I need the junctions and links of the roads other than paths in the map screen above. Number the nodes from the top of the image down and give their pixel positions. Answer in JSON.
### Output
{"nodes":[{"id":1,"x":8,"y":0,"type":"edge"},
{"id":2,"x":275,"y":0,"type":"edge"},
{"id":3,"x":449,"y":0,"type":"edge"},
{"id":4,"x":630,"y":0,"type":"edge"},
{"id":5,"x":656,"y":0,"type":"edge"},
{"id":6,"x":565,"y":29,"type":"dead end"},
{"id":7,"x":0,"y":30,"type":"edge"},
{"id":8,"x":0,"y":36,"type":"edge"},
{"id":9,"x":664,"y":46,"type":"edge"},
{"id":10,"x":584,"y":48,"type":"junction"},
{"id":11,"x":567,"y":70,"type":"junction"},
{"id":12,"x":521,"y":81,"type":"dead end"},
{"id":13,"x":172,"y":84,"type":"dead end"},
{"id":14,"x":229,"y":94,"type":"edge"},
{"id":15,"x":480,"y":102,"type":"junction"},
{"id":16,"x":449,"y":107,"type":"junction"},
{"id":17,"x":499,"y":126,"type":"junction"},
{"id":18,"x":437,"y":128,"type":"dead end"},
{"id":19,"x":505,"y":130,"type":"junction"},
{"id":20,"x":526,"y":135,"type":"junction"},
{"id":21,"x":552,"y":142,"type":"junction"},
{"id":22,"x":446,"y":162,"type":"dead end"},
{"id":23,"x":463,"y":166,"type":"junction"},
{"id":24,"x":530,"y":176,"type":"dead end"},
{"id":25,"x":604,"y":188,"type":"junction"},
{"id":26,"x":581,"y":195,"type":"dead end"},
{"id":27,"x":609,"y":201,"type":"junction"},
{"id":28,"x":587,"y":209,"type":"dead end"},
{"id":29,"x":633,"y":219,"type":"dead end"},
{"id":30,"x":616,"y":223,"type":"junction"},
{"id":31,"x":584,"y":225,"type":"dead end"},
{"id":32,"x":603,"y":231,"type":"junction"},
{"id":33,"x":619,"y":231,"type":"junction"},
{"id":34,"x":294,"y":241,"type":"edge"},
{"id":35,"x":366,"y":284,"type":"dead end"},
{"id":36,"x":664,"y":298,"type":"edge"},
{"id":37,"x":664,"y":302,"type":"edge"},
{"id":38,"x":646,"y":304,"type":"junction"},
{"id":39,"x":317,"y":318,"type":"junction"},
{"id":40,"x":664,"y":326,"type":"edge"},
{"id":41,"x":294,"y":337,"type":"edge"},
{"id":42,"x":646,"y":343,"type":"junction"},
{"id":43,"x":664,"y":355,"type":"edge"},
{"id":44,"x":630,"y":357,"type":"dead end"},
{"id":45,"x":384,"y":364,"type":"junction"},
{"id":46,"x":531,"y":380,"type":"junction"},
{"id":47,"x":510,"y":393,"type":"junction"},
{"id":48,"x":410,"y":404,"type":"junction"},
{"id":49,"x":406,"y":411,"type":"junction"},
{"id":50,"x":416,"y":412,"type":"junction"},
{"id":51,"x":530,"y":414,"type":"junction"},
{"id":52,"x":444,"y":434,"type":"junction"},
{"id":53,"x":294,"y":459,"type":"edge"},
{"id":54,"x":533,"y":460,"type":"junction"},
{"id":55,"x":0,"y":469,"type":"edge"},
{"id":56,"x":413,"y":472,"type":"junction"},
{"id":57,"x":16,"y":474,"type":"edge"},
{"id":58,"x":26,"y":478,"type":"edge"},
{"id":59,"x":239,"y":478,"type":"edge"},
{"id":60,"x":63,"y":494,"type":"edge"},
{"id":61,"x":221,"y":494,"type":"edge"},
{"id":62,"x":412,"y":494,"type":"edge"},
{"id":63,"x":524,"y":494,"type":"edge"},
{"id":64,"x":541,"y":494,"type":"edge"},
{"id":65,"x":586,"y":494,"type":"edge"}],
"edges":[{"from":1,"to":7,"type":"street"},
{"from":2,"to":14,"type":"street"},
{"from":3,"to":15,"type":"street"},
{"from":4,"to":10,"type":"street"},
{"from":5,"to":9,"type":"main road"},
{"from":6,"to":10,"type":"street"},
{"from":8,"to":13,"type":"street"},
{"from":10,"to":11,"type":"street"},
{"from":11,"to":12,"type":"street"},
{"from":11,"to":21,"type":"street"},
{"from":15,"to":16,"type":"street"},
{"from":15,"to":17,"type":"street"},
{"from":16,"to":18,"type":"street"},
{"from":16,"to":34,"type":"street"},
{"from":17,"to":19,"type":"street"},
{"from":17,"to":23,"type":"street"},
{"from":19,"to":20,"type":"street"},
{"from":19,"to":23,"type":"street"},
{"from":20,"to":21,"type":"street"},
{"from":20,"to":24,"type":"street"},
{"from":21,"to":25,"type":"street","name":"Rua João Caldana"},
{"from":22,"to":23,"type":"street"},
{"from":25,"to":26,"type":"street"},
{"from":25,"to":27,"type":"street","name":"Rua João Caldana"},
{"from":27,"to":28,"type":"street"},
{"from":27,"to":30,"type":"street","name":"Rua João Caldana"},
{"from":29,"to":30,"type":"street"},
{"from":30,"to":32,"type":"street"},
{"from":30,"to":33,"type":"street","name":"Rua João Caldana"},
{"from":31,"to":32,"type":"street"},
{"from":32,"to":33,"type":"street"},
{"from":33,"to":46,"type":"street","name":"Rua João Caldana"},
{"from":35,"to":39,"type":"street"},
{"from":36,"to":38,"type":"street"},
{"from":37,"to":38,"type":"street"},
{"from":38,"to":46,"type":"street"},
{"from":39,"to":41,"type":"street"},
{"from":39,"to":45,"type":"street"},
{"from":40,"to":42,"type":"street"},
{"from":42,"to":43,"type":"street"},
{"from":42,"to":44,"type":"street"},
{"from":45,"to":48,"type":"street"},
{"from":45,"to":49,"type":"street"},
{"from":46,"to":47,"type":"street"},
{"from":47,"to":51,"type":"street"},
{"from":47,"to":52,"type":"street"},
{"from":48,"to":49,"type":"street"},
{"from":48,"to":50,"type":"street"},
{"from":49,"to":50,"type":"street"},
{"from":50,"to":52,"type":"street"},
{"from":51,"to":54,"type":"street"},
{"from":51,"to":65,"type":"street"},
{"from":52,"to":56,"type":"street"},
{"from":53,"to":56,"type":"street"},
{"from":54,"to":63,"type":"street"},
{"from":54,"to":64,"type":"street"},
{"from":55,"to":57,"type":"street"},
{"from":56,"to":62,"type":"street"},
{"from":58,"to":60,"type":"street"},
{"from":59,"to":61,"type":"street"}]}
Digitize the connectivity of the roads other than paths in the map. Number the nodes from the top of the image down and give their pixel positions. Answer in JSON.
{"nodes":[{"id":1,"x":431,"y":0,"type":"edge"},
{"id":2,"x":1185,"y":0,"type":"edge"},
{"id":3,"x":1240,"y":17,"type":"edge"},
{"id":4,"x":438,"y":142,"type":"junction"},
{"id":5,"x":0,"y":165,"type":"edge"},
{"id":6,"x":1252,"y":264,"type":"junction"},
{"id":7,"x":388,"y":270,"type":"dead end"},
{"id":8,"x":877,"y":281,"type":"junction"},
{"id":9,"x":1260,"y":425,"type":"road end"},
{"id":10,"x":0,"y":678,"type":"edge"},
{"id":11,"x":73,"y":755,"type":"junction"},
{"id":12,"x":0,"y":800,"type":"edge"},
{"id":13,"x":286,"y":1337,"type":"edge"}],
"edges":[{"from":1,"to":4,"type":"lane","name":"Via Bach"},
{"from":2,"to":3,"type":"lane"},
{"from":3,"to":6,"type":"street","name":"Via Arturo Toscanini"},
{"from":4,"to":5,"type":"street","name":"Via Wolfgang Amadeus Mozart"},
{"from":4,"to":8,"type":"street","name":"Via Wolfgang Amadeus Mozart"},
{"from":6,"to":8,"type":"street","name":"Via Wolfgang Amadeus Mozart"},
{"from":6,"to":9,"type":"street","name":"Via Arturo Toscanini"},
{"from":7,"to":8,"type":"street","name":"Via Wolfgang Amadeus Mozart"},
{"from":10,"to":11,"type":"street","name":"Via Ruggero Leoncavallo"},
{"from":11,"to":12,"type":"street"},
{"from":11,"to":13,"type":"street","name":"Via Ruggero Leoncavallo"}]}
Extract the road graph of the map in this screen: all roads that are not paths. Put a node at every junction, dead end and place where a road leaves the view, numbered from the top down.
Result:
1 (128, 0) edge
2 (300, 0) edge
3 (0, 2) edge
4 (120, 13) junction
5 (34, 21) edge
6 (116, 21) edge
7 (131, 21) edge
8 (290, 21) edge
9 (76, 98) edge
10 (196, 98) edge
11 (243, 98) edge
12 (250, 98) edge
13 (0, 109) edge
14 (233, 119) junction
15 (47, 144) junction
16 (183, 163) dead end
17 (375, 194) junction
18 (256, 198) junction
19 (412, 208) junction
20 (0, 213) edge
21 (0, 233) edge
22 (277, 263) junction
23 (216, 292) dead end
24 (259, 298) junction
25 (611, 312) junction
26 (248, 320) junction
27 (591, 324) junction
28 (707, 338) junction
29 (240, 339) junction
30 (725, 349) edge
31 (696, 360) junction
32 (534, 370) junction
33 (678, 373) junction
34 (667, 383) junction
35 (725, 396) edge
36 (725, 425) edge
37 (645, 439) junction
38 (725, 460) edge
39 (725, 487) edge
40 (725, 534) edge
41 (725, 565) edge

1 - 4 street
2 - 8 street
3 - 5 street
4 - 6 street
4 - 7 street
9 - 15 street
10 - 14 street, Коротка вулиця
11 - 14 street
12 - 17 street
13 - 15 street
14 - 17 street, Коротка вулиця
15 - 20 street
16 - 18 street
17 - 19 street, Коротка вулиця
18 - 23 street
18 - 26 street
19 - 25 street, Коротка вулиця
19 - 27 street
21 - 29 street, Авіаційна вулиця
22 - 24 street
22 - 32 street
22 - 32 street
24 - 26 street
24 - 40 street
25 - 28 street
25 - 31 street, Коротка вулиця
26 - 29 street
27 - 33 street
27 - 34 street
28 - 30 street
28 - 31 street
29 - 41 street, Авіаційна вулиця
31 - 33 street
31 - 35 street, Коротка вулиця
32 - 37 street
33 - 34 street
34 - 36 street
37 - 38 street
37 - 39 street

- - - - - - -

- **Problem requirements**
Among the entries, copy every line containing the word "screen".

- **Written answer**
I need the junctions and links of the roads other than paths in the map screen above. Number the nodes from the top of the image down and give their pixel positions. Answer in JSON.
Extract the road graph of the map in this screen: all roads that are not paths. Put a node at every junction, dead end and place where a road leaves the view, numbered from the top down.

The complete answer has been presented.